IN MEMORIAM: Bill Larkin

On November 3, 2011, the headlines of an article in the New York Daily News read Retired NYPD Detective Larkin, 73, Liked Fishing. The article began “William (Billy) Larkin, a retired NYPD Detective Sargeant who ran an East Bronx detective squad and was considered a legend among police bosses and locals, has died.”

Bill Larkin, a forty-year resident of Horne Tooke Road, was born in Manhattan to John and Mary Larkin of County Galway, Ireland. As a young child, the family moved to the Kingsbridge section of the Bronx. After graduating Cardinal Hayes High School in 1956, he served in the United States Army for two years, stationed north of Paris. Returning to the states, he served in the New York Army National Guard where he rose to second lieutenant. When he met his future wife Eileen in 1962, he was working on the floor of the New York Stock Exchange for Mabon and Company. By the time they were married in 1965, he had already made a complete life change by becoming a New York City policeman. The newlyweds moved to the Riverdale section of the Bronx and their family grew to three children: Billy; Stephen amd Aimee. In 1971, they moved to their current home in Palisades and in 1974, welcomed baby number four, Brian.

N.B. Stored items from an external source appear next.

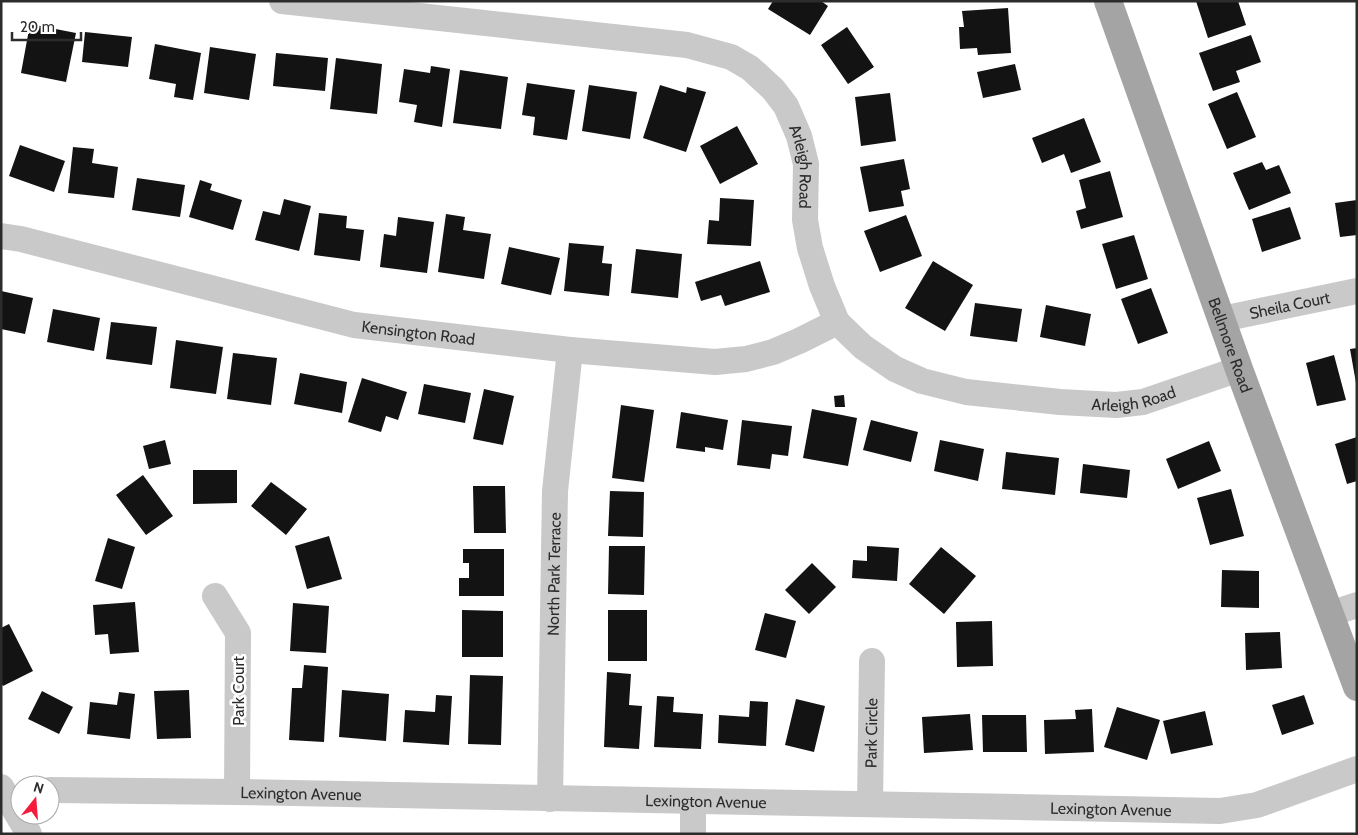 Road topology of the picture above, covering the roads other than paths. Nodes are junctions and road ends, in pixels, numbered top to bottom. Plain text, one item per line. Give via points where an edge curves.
1 (282, 1) edge
2 (1108, 1) edge
3 (1, 236) edge
4 (1357, 291) edge
5 (1222, 318) junction
6 (838, 322) junction
7 (570, 350) junction
8 (1239, 370) junction
9 (215, 596) dead end
10 (1357, 604) edge
11 (1330, 614) junction
12 (872, 661) dead end
13 (1357, 687) edge
14 (1357, 769) edge
15 (8, 789) edge
16 (60, 790) edge
17 (237, 792) junction
18 (550, 799) junction
19 (693, 802) junction
20 (870, 804) junction
21 (29, 834) edge
22 (692, 834) edge

1 - 6 street, Arleigh Road via 686,45 731,56 773,89 786,106 800,136 806,164 805,220 810,248
2 - 5 main road, Bellmore Road
3 - 7 street, Kensington Road via 354,325
4 - 5 street, Sheila Court
5 - 8 main road, Bellmore Road
6 - 7 street, Kensington Road via 773,352 715,362
6 - 8 street, Arleigh Road via 863,347 895,369 922,381 966,392 1116,406 1143,402
7 - 18 street, North Park Terrace via 555,491
8 - 11 main road, Bellmore Road
9 - 17 street, Park Court via 238,633
10 - 11 street
11 - 13 main road, Bellmore Road
12 - 20 street, Park Circle
14 - 20 street, Lexington Avenue via 1257,805 1220,811
15 - 21 street
16 - 17 street, Lexington Avenue
17 - 18 street, Lexington Avenue
18 - 19 street, Lexington Avenue
19 - 20 street, Lexington Avenue
19 - 22 street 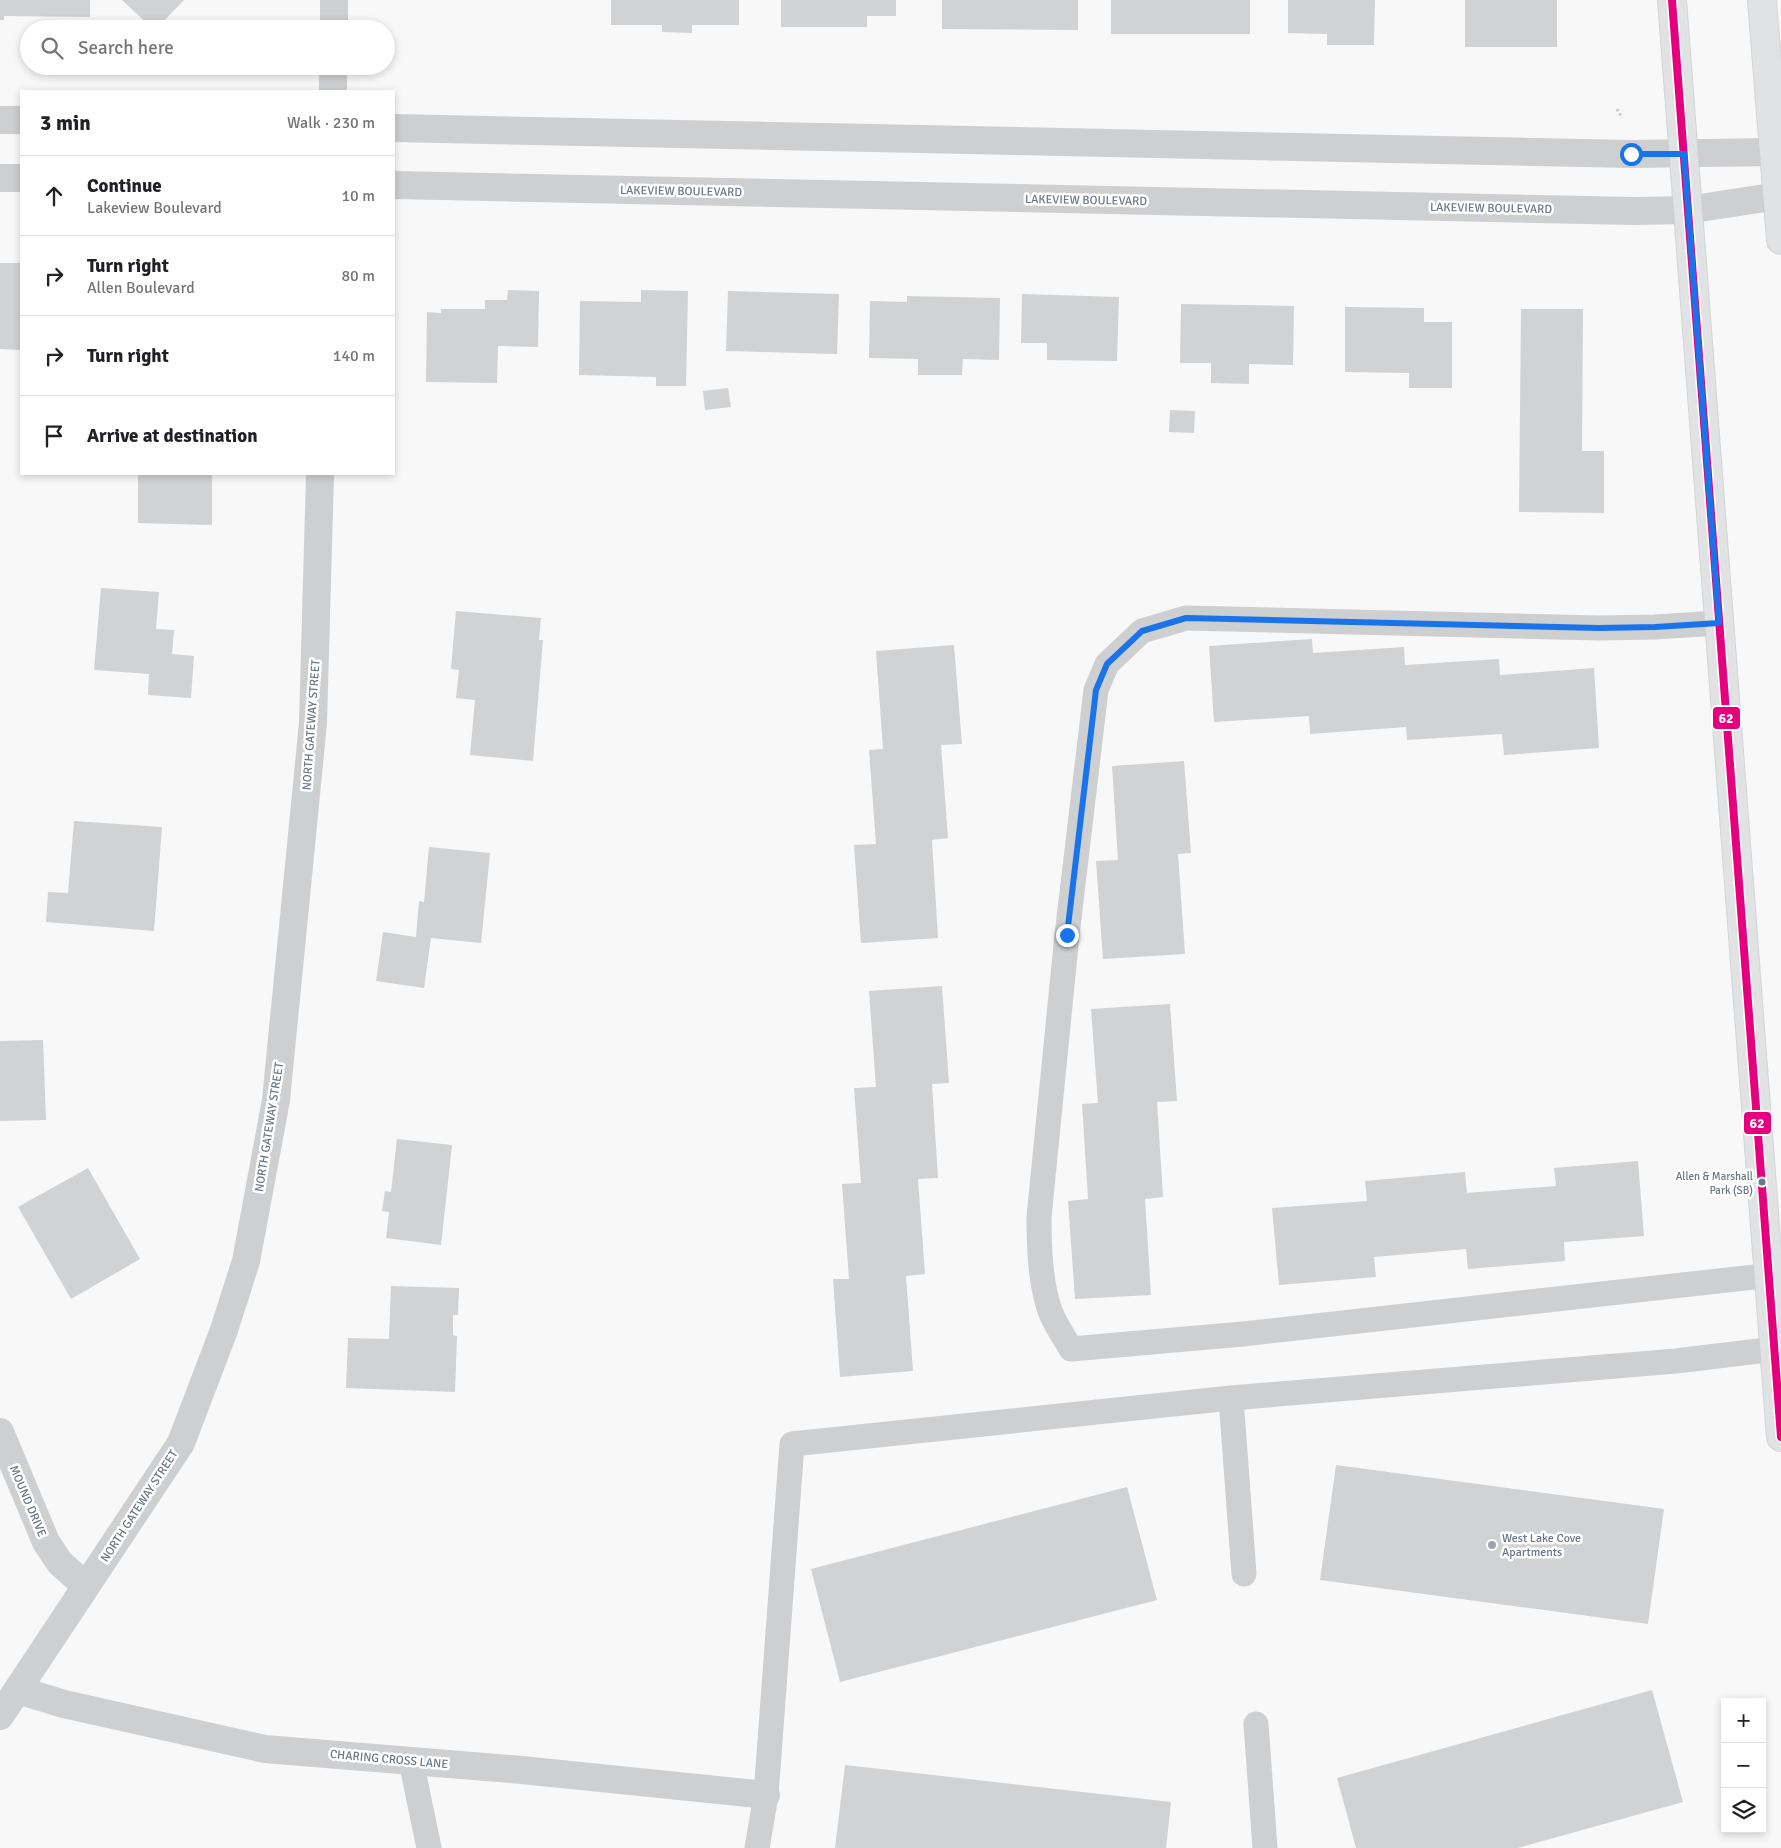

Bill retired in 1999 after thirty five years on the force. Early in his career, he worked in a number of detective units, most notably the Special Victims and Narcotics Divisions in Brooklyn, Manhattan and the Bronx. This laid the groundwork for his becoming the commanding officer of the Detective Squad of the 45th Precinct, commonly known as the “four-five.” His reign lasted fourteen years, the longest any homicide detective has served.

The sprawling precinct ran from the border of Westchester down to Throgs Neck, taking in the vast wooded Pelham Bay Park area that had miles of secluded shoreline. These remote areas made the “four-five” notorious for being the dumping ground for victims that had been murdered elsewhere. Larkin had estimated that there were one hundred such cases, mostly during the cityʼs drug wars in the 1980s and early 1990s. This kept him very busy because police procedure is such that the precinct where a body is found is the unit responsible for investigating the case, regardless of where the victim had been killed.

In the June 24, 1999 New York Daily News article entitled Good Cop Calls It Quits – Top Detective Hailed as “Mayor” by Many that announced his retirement, the reporter described how Larkin would be remembered as the consummate detective boss, the kind of leader who knew all the local bad guys, including a number of mobsters who made their homes within the precinctʼs boundaries.” He was well-known and respected on the beat and was considered the “mayor” in many of the communities he watched over, from Schuylerville to City Island, where he frequently patrolled by fishing boat on his off-hours. As far as his philosophy, Larkin was quoted “be fair to the people under you and know the neighborhood. Try to help people with a problem and assist anybody you can.”

An avid fisherman, he enjoyed fishing as much as he could once retired and he loved to get away with Eileen and his family to their second home in the Adirondacks. He graduated St. Thomas Aquinas in Orangeburg and during retirement taught at Iona College.

At the Mass at Our Lady of the Sacred Heart Church in Tappan, to a sanctuary overflowing with family and friends, Father Dwyer gave a personal and heartfelt tribute filled with colorful anecdotes about Bill, adding that Bill came to Mass every week and always sat in the back row. Bill is survived by Eileen, his wife of forty six years, their four children, his grandson Joseph and his brother John. In lieu of flowers, the family suggests donations in his name to one of the following organizations: Detective Endowment Association, 26 Thomas Street, New York, NY 10007, Attn: Widows and Children Fund Adirondack Mountain Club, 814 Goggins Road, Lake George, NY 12845, or 518-668-4447 Hi-Tor Animal Care Center, 65 Firemanʼs Memorial Drive, Pomona, NY 10970, or 845-354-7900.